As a New Year is celebrated across much of the world, in Central African Republic (CAR) the capital is threatened by armed rebels who claim President Bozize has not honoured a 2007 peace deal. At the time of publishing the rebels had rejected an offer from the President to form a coalition government of national unity. A spokesman for the rebels said 'We don't believe in Bozize's promises'.
Some speak of the peace-war-peace bell curve. When faced with the entrenchment of conflict out of patchy peace, inverting the terms would seem more accurate. War seems ever present, perhaps only ever badly disguised as peace.
Nowhere does this seem more the case than the Democratic Republic of Congo (DRC), where armed and organised violence is used as both the political and economic tool of choice by those in positions of uncertain power. The DRC is called a failed state, but perhaps the violent force that guarantees the security of interests is only a more keenly obvious threat point. What else is security than the ability to safeguard your interests? There are those whom war makes secure.
Yet over the course of one generation it became unthinkable that France and Germany could be at war. Economic cooperation was followed by political fora. If that is possible in Europe, what else may be? Around the world activists, peacebuilders, politicians, businesswomen and men, religious and civil society leaders find mechanisms to resist and reduce violence, be it physical or structural.
But just as pressingly, if peace agreements fail and enmity can arise where there was none, should Europeans look to the fabric of their own peace? Are they already?
As openSecurity looked back at 2012, concerns that were slight ten months ago now look like prescience. We selected some of the best writing from across the array of contexts and specialisms that you have contributed over the last year.
The views expressed are varied, exchanges have taken place between people who may never agree to talk in the flesh: the political always eventually feels personal. Here, in what we have come to think of as a global commons, writers engage with the hardest of issues, those perhaps closest to the bone.
Looking ahead to 2013, the articles we have selected for this special feature may speak of the past, but we believe they'll be important in the year to come.

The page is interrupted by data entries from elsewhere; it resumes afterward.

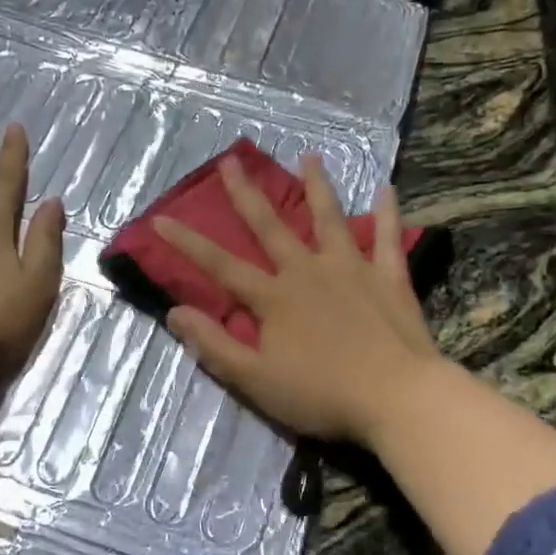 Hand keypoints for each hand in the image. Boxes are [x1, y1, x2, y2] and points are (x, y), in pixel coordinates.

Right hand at [156, 154, 443, 445]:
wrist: (396, 397)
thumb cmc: (321, 394)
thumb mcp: (255, 379)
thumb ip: (214, 345)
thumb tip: (174, 312)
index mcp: (274, 297)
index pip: (220, 265)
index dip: (187, 243)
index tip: (160, 218)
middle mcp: (308, 271)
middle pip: (270, 227)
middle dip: (246, 194)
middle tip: (231, 160)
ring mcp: (351, 269)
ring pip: (329, 219)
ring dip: (317, 187)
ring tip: (310, 156)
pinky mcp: (389, 277)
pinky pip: (387, 238)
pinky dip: (386, 213)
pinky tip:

The US military understood well ahead of the curve the seriousness of two degrees and above of global warming. Ben Hayes and Nick Buxton examine what thinking in terms of security means for our response to the threat we pose ourselves.
Mladen Ostojic on the collapse of transitional justice in cases relating to the former Yugoslavia and Lukas Mikelionis on economic fracture in Lithuania in this time of austerity place emphasis on the indicators of stress in Europe. Robert Latona on the future of ETA in post-ceasefire Spain offers a concrete case study when read alongside Jonathan Cohen's wide ranging piece on reconciliation in the OSCE, who should undertake it, and how.
By calling out the internationalisation of Syria's conflict to date, Issa Khalaf asks us to look seriously at intervention, the barriers to negotiation, and the long term impact on a Syria that is now unrecognisable to those who lived there a year ago.
In February openSecurity will host a conference aiming to address these issues with the same pluralism we aim for in publishing, and the same patience and respect for others that entails. Whether online or in person we hope you will join us.
Thank you for your comments, your intellectual honesty, your research and your writing in 2012. Now look with us to the full year ahead.